#### Source material
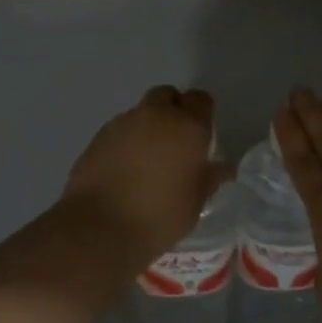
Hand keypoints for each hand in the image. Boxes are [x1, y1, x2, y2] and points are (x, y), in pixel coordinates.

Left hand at [58, 85, 231, 278]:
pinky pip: (120, 128)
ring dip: (148, 126)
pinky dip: (126, 140)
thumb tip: (222, 169)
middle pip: (168, 95)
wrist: (99, 227)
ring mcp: (124, 122)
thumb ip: (208, 179)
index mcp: (188, 128)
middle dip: (173, 110)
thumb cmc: (158, 218)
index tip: (200, 137)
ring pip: (142, 111)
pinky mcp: (99, 135)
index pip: (201, 100)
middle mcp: (156, 115)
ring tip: (146, 160)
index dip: (202, 114)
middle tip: (174, 142)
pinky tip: (123, 168)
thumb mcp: (194, 204)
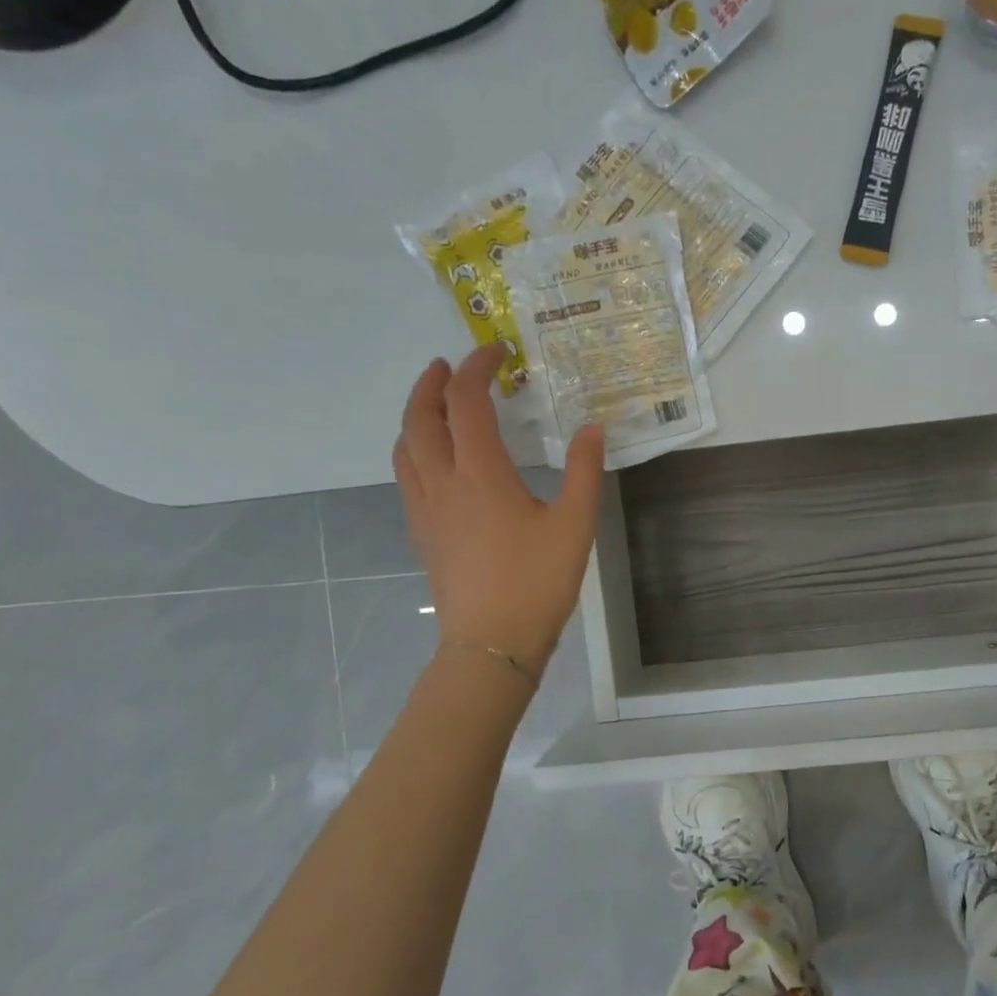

#### Task objective
The answer must be the full listing, restated word for word, with no pictures in it.

#### Output
Hand keypoints for each hand in the image. Boxes are [x1, y1, x2, y2] and points are (x, y), in pixel coordinates.

Left hand at [58, 85, 231, 278]:
pinky pip: (120, 128)
ring dip: (148, 126)
pinky dip: (126, 140)
thumb tip: (222, 169)
middle pip: (168, 95)
wrist: (99, 227)
ring mcp: (124, 122)
thumb ip: (208, 179)
index mcp: (188, 128)
middle dip: (173, 110)
thumb cmc: (158, 218)
index tip: (200, 137)
ring pip: (142, 111)
pinky mcp: (99, 135)
index pip: (201, 100)
middle mcp: (156, 115)
ring tip: (146, 160)
index dip: (202, 114)
middle tip: (174, 142)
pinky tip: (123, 168)
thumb mcp: (194, 204)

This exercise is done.